Vítimas de Paraisópolis morreram com 'traumas compatíveis com os de pisoteamento', diz SSP

Nove pessoas morreram em baile funk após ação da polícia na comunidade da Zona Sul. Apenas uma das vítimas não morreu por asfixia, mas por traumatismo.

Foto: Divulgação

Vítimas de um baile funk em Paraisópolis, na Zona Sul de São Paulo, após ação da Polícia Militar em 1º de dezembro, morreram com traumas compatíveis com os de pisoteamento, de acordo com informação de laudos necroscópicos divulgados pela Secretaria da Segurança Pública nesta sexta-feira (13). Nove pessoas morreram.

Os laudos foram recebidos pelo Departamento de Homicídios e Proteção e anexados ao inquérito em andamento. A Secretaria não divulgou os laudos na íntegra.

A TV Globo apurou que oito vítimas morreram por asfixia mecânica por sufocação indireta. Médicos legistas explicam que isso ocorre quando a pessoa sofre uma forte compreensão do tórax, que impede a respiração.

A única vítima que não morreu por asfixia foi Mateus dos Santos Costa, de 23 anos. Ele sofreu traumatismo raqui-medular, ou seja, uma lesão fatal na médula espinhal.

O Instituo Médico Legal (IML) não encontrou em nenhum dos corpos sinais característicos de violência ou agressão. Questionado sobre os laudos, o governador João Doria disse que não iria comentar.

Até o momento, cerca de 40 pessoas foram ouvidas e os testemunhos foram anexados ao inquérito e a equipe analisa imagens, áudios e demais informações da investigação. A Corregedoria da Polícia Militar também apura todas as circunstâncias relativas à ocorrência em um IPM.

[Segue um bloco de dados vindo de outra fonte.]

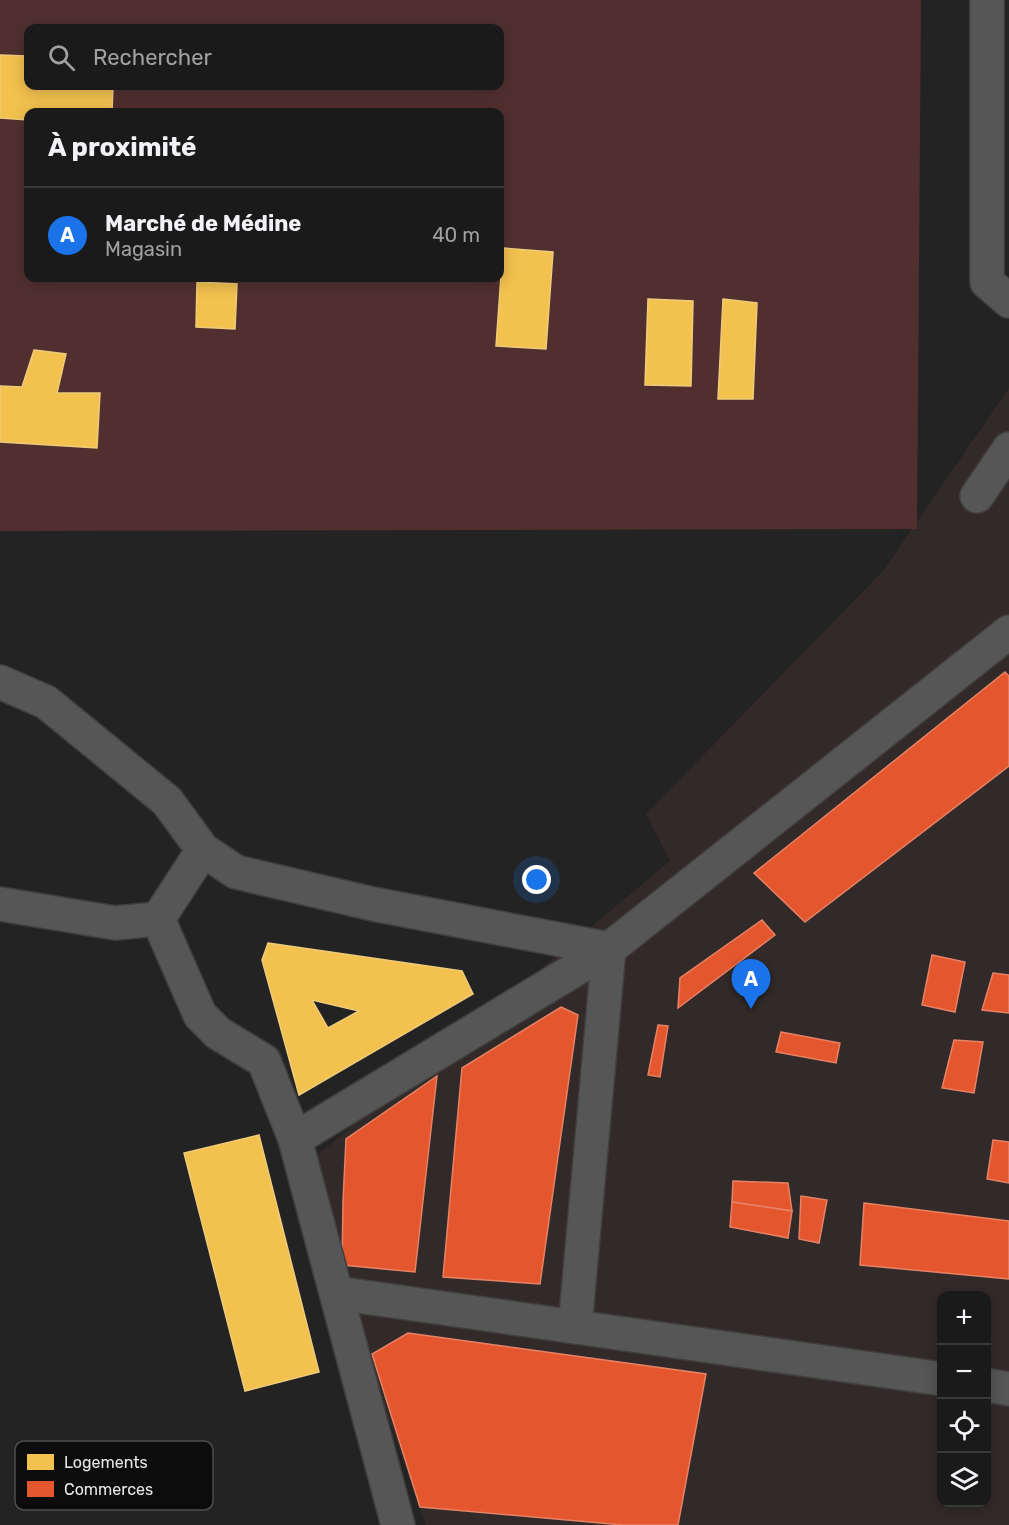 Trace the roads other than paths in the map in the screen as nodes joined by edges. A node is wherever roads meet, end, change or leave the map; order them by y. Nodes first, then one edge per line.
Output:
1 (987, 0) edge
2 (1009, 302) edge
3 (1009, 449) edge
4 (977, 496) dead end
5 (1009, 632) edge
6 (0, 682) edge
7 (203, 850) junction
8 (0, 904) edge
9 (158, 919) junction
10 (609, 949) junction
11 (295, 1139) junction
12 (336, 1293) junction
13 (575, 1327) junction
14 (937, 1378) edge
15 (991, 1386) edge
16 (1009, 1389) edge
17 (398, 1525) edge

1 - 2 street
3 - 4 street
5 - 10 street
6 - 7 street
7 - 9 street
7 - 10 street
8 - 9 street
9 - 11 street
10 - 11 street
10 - 13 street
11 - 12 street
12 - 13 street
12 - 17 street
13 - 14 street
15 - 16 street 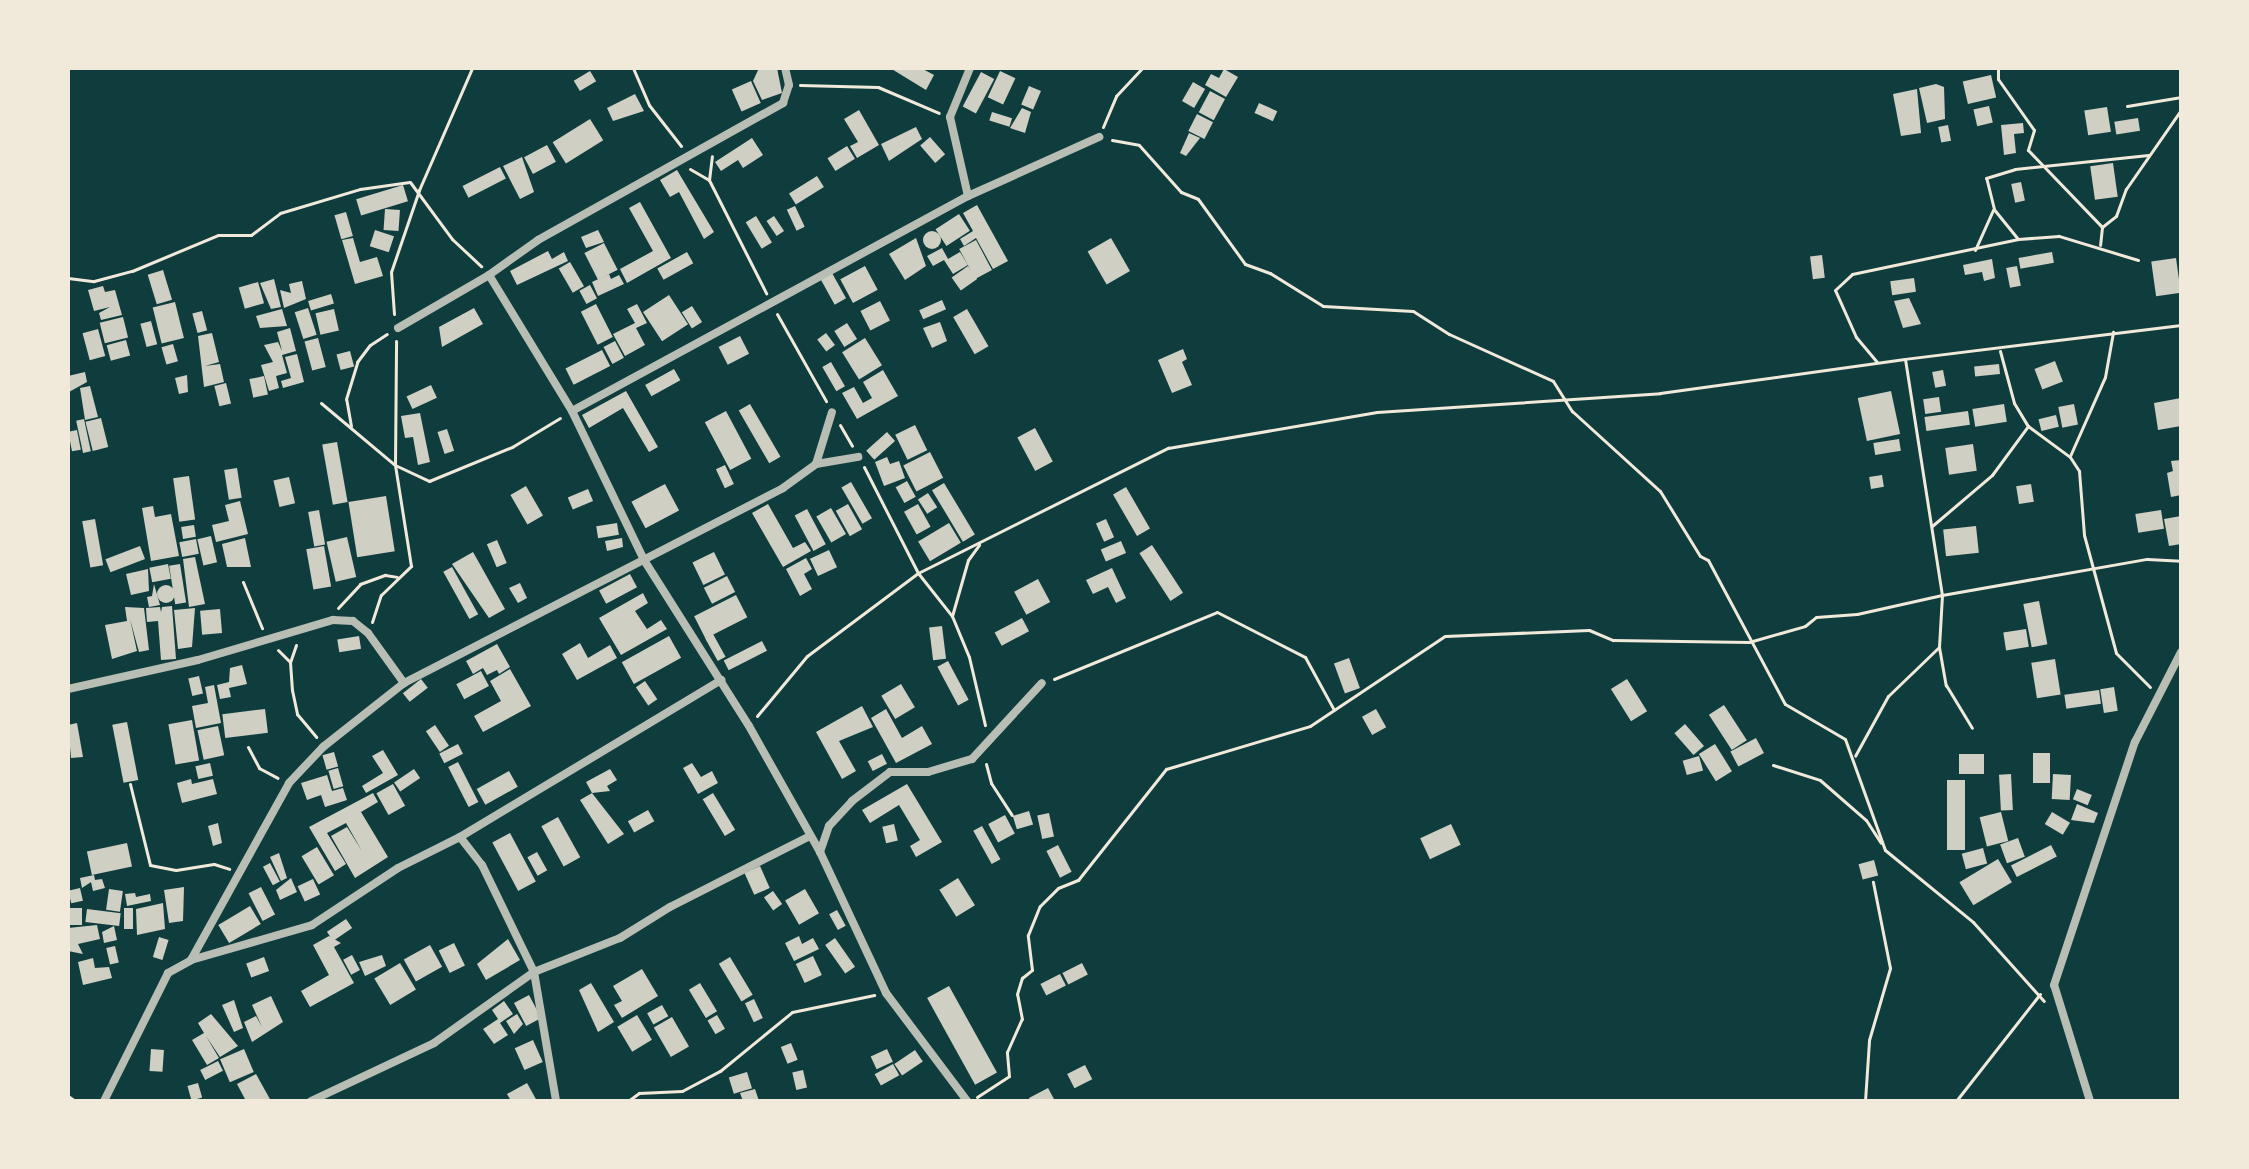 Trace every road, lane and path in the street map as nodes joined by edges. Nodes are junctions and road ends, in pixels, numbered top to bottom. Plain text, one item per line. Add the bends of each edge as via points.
1 (472, 68) edge
2 (633, 68) edge
3 (785, 68) edge
4 (970, 68) edge
5 (1142, 68) edge
6 (1998, 68) edge
7 (789, 85) junction
8 (2181, 97) edge
9 (2127, 106) dead end
10 (2181, 110) edge
11 (950, 117) junction
12 (1099, 137) junction
13 (715, 140) junction
14 (2148, 155) junction
15 (689, 156) junction
16 (675, 163) junction
17 (2050, 168) junction
18 (709, 180) junction
19 (419, 190) junction
20 (968, 196) junction
21 (1994, 209) junction
22 (2102, 227) junction
23 (2018, 239) junction
24 (2100, 245) junction
25 (1975, 250) junction
26 (2138, 260) dead end
27 (489, 275) junction
28 (68, 278) edge
29 (770, 302) junction
30 (2181, 325) edge
31 (398, 328) junction
32 (2113, 332) junction
33 (2000, 351) junction
34 (1905, 359) junction
35 (1877, 362) junction
36 (1562, 398) junction
37 (321, 403) dead end
38 (572, 411) junction
39 (832, 412) junction
40 (351, 426) junction
41 (2028, 426) junction
42 (858, 457) junction
43 (2070, 457) junction
44 (816, 464) junction
45 (395, 465) junction
46 (1931, 527) junction
47 (981, 543) junction
48 (644, 560) junction
49 (2181, 561) edge
50 (2093, 567) junction
51 (918, 573) junction
52 (397, 577) junction
53 (243, 582) dead end
54 (1942, 595) junction
55 (952, 616) junction
56 (333, 620) junction
57 (304, 626) junction
58 (368, 633) junction
59 (267, 639) junction
60 (1749, 642) junction
61 (1939, 647) junction
62 (2181, 652) edge
63 (290, 662) junction
64 (721, 680) junction
65 (404, 683) junction
66 (1042, 683) joint
67 (68, 689) edge
68 (2159, 695) junction
69 (1334, 710) junction
70 (749, 726) junction
71 (1972, 728) dead end
72 (988, 740) junction
73 (248, 747) dead end
74 (323, 747) junction
75 (982, 749) junction
76 (1855, 756) junction
77 (1773, 765) dead end
78 (289, 783) junction
79 (130, 784) dead end
80 (1012, 815) dead end
81 (810, 836) junction
82 (460, 837) junction
83 (1885, 850) junction
84 (820, 852) junction
85 (240, 873) junction
86 (1873, 882) dead end
87 (191, 960) junction
88 (534, 972) junction
89 (2054, 985) junction
90 (886, 993) junction
91 (2039, 995) junction
92 (2047, 1005) dead end
93 (68, 1096) edge
94 (75, 1101) edge
95 (104, 1101) edge
96 (311, 1101) edge
97 (556, 1101) edge
98 (628, 1101) edge
99 (969, 1101) edge
100 (1865, 1101) edge
101 (1956, 1101) edge
102 (2090, 1101) edge

1 - 19 path
2 - 15 path via 649,105
3 - 7 street
4 - 11 street
5 - 12 path via 1116,96
6 - 17 path via 1998,79 2034,130 2028,150
7 - 11 path via 878,87
7 - 13 street via 783,103
8 - 9 path
10 - 14 path
11 - 20 street
12 - 20 street
12 - 36 path via 1139,145 1181,192 1198,199 1245,264 1323,306 1413,311 1449,334 1553,381
13 - 15 street
13 - 18 path
14 - 17 path
14 - 22 path via 2116,216
15 - 16 street
16 - 18 path
16 - 27 street via 538,240
17 - 21 path via 2015,169 1986,178
17 - 22 path
18 - 29 path
19 - 27 path via 452,239
19 - 28 path via 410,182 360,189 280,213 251,235 218,235 94,281
19 - 31 path via 391,272 389,295
20 - 29 street
21 - 23 path
21 - 25 path
22 - 24 path
23 - 24 path via 2059,236
23 - 25 path
24 - 26 path
25 - 35 path via 1852,274 1835,290 1856,337
27 - 31 street
27 - 38 street
29 - 38 street
29 - 39 path
30 - 32 path
31 - 40 path via 370,345 357,362 346,399
31 - 45 path
32 - 33 path
32 - 43 path via 2105,377
33 - 34 path
33 - 41 path via 2014,403
34 - 35 path
34 - 46 path
35 - 36 path via 1660,393
36 - 47 path via 1377,412 1168,448
36 - 60 path via 1660,491 1700,556 1708,560
37 - 40 path
38 - 45 path via 512,447 443,478 429,481
38 - 48 street
39 - 42 path
39 - 44 street
40 - 45 path
41 - 43 path
41 - 46 path via 1992,475
42 - 44 street
42 - 51 path
43 - 50 path via 2079,471 2084,535
44 - 48 street via 783,488
45 - 52 path via 411,566
46 - 54 path
47 - 51 path
47 - 55 path via 968,560
48 - 64 street
48 - 65 street
49 - 50 path via 2147,559
50 - 54 path
50 - 68 path via 2116,653
51 - 55 path
51 - 70 path via 807,656
52 - 56 path via 385,575 360,584 339,604
52 - 58 path via 381,595
53 - 59 path
54 - 60 path via 1857,614 1816,617 1805,626
54 - 61 path
55 - 72 path via 969,657
56 - 57 street
56 - 58 street via 353,621
57 - 59 street
57 - 63 path
58 - 65 street
59 - 63 path
59 - 67 street
60 - 69 path via 1613,640 1589,630 1445,636
60 - 76 path via 1785,704 1845,739
61 - 71 path via 1946,685
61 - 76 path via 1888,696
62 - 68 street
63 - 74 path via 297,714
64 - 70 street
64 - 82 street
65 - 74 street
66 - 69 path via 1217,612 1305,657
66 - 72 street
68 - 89 street via 2135,742
69 - 99 path via 1310,726 1166,769 1078,880 1058,888 1040,906 1028,935 1032,970 1022,978 1017,994 1022,1019 1007,1052 1009,1076
70 - 81 street
72 - 75 street
73 - 78 path via 259,768
74 - 78 street
75 - 80 path via 991,783
75 - 84 street via 972,759 928,772 890,772 829,826
76 - 83 path
77 - 83 path via 1820,780 1866,820
78 - 85 street
79 - 85 path via 150,865 176,870 214,864
81 - 84 street
81 - 88 street via 620,938
82 - 87 street via 398,868 312,925
82 - 88 street via 482,865
83 - 91 path via 1973,922
84 - 90 street
85 - 87 street
86 - 100 path via 1890,968 1869,1040
87 - 95 street via 168,973
88 - 96 street via 434,1043
88 - 97 street
89 - 91 path
89 - 102 street
90 - 98 path via 792,1012 720,1071 682,1091 639,1093
90 - 99 street
91 - 92 path
91 - 101 path
93 - 94 path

As nove mortes foram registradas pela Polícia Civil como suspeitas. Segundo o boletim de ocorrência registrado no 89° DP (Portal do Morumbi), as nove mortes são investigadas como suspeitas provocadas em um acidente. Não há registro de que sejam classificadas como Morte Decorrente de Intervenção Policial (MDIP).

A Polícia Militar alega que as mortes ocorreram depois de uma perseguição policial seguida de tiros, mas moradores disseram que houve uma emboscada da polícia.

Além disso, o boletim explicita que os policiais sofreram tentativa de homicídio. O boletim também registrou uma lesão corporal porque uma mulher foi internada com ferimento na perna que teria sido causado por arma de fogo. As armas dos policiais foram apreendidas para exame balístico, se necessário.

Os seis foram submetidos a exames residuográficos para identificar eventuais vestígios de pólvora nas mãos. Isso é feito para descobrir se os PMs atiraram com arma de fogo durante o tumulto.

Segundo eles, um grupo de policiais em motos estava na Avenida Hebe Camargo na altura do cruzamento com a Rua Rodolf Lotze. Eles foram surpreendidos por uma moto XT 660 de cor preta, que passou pelo meio do comboio policial. Depois, ainda de acordo com a PM, um dos ocupantes da moto atirou contra os policiais, que perseguiram a moto até o local onde ocorria o baile funk, na rua Ernest Renan, onde foram hostilizados pelo público. Por isso, os agentes afirmam que foi necessário o "uso moderado da força" ao usar o cassetete e munição química para dispersar a multidão. As pessoas fugiram para vielas e foram pisoteadas, segundo os policiais.

Já os moradores dizem que a a polícia entrou na comunidade e fechou as esquinas da Rua Ernest Renan com a Rua Herbert Spencer e Rodolf Lotze. Depois, os policiais atiraram bombas de gás e balas de borracha, jogaram garrafas, bateram com cassetetes e usaram sprays de pimenta na multidão e muitos jovens entraram em vielas e foram pisoteados.

A SSP afastou 31 policiais militares envolvidos na ação em Paraisópolis, Zona Sul de São Paulo. Destes, seis policiais da Rotam já estavam afastados e, agora, outros 25 policiais da Força-Tática também estão fazendo trabalhos administrativos.